* Aim of the exercise
Repeat the entries exactly, keeping every line as it is.

* Data provided

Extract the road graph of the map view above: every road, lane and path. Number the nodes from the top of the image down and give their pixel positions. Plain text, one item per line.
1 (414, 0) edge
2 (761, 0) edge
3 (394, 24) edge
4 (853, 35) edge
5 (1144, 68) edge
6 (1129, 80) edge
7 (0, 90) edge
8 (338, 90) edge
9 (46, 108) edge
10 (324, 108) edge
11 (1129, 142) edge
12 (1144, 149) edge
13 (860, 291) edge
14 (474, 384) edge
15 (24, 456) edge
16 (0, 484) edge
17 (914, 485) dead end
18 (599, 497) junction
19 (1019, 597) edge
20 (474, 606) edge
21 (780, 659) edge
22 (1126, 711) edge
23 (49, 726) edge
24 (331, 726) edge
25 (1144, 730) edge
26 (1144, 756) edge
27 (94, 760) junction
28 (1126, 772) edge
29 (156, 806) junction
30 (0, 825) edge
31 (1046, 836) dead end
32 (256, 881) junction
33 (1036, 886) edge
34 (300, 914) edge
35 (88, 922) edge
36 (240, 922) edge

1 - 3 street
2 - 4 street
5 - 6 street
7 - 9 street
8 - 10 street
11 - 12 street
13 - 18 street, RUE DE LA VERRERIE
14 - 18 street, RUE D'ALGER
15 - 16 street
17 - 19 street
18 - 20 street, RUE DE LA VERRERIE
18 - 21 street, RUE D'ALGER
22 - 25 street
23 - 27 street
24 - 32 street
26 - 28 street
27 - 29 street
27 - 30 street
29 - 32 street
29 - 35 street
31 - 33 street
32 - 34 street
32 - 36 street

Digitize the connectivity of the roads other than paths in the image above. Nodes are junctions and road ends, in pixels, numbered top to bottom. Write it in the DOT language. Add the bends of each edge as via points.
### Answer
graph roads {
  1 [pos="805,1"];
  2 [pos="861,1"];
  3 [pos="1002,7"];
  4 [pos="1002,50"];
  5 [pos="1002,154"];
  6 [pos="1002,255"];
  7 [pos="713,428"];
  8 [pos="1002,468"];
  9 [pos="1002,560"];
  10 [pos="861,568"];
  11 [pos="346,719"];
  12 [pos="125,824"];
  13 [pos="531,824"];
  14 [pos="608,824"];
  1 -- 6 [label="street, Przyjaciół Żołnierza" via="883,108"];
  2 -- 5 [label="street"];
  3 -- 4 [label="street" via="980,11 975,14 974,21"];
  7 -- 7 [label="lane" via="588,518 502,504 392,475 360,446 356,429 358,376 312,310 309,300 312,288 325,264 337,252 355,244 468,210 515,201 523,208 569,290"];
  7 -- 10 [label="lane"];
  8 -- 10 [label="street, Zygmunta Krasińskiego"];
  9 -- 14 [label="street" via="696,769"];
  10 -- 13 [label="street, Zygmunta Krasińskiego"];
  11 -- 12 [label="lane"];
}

* Answer box
Extract the road graph of the map view above: every road, lane and path. Number the nodes from the top of the image down and give their pixel positions. Plain text, one item per line.
1 (414, 0) edge
2 (761, 0) edge
3 (394, 24) edge
4 (853, 35) edge
5 (1144, 68) edge
6 (1129, 80) edge
7 (0, 90) edge
8 (338, 90) edge
9 (46, 108) edge
10 (324, 108) edge
11 (1129, 142) edge
12 (1144, 149) edge
13 (860, 291) edge
14 (474, 384) edge
15 (24, 456) edge
16 (0, 484) edge
17 (914, 485) dead end
18 (599, 497) junction
19 (1019, 597) edge
20 (474, 606) edge
21 (780, 659) edge
22 (1126, 711) edge
23 (49, 726) edge
24 (331, 726) edge
25 (1144, 730) edge
26 (1144, 756) edge
27 (94, 760) junction
28 (1126, 772) edge
29 (156, 806) junction
30 (0, 825) edge
31 (1046, 836) dead end
32 (256, 881) junction
33 (1036, 886) edge
34 (300, 914) edge
35 (88, 922) edge
36 (240, 922) edge

1 - 3 street
2 - 4 street
5 - 6 street
7 - 9 street
8 - 10 street
11 - 12 street
13 - 18 street, RUE DE LA VERRERIE
14 - 18 street, RUE D'ALGER
15 - 16 street
17 - 19 street
18 - 20 street, RUE DE LA VERRERIE
18 - 21 street, RUE D'ALGER
22 - 25 street
23 - 27 street
24 - 32 street
26 - 28 street
27 - 29 street
27 - 30 street
29 - 32 street
29 - 35 street
31 - 33 street
32 - 34 street
32 - 36 street

Digitize the connectivity of the roads other than paths in the image above. Nodes are junctions and road ends, in pixels, numbered top to bottom. Write it in the DOT language. Add the bends of each edge as via points.
### Answer
graph roads {
  1 [pos="805,1"];
  2 [pos="861,1"];
  3 [pos="1002,7"];
  4 [pos="1002,50"];
  5 [pos="1002,154"];
  6 [pos="1002,255"];
  7 [pos="713,428"];
  8 [pos="1002,468"];
  9 [pos="1002,560"];
  10 [pos="861,568"];
  11 [pos="346,719"];
  12 [pos="125,824"];
  13 [pos="531,824"];
  14 [pos="608,824"];
  1 -- 6 [label="street, Przyjaciół Żołnierza" via="883,108"];
  2 -- 5 [label="street"];
  3 -- 4 [label="street" via="980,11 975,14 974,21"];
  7 -- 7 [label="lane" via="588,518 502,504 392,475 360,446 356,429 358,376 312,310 309,300 312,288 325,264 337,252 355,244 468,210 515,201 523,208 569,290"];
  7 -- 10 [label="lane"];
  8 -- 10 [label="street, Zygmunta Krasińskiego"];
  9 -- 14 [label="street" via="696,769"];
  10 -- 13 [label="street, Zygmunta Krasińskiego"];
  11 -- 12 [label="lane"];
}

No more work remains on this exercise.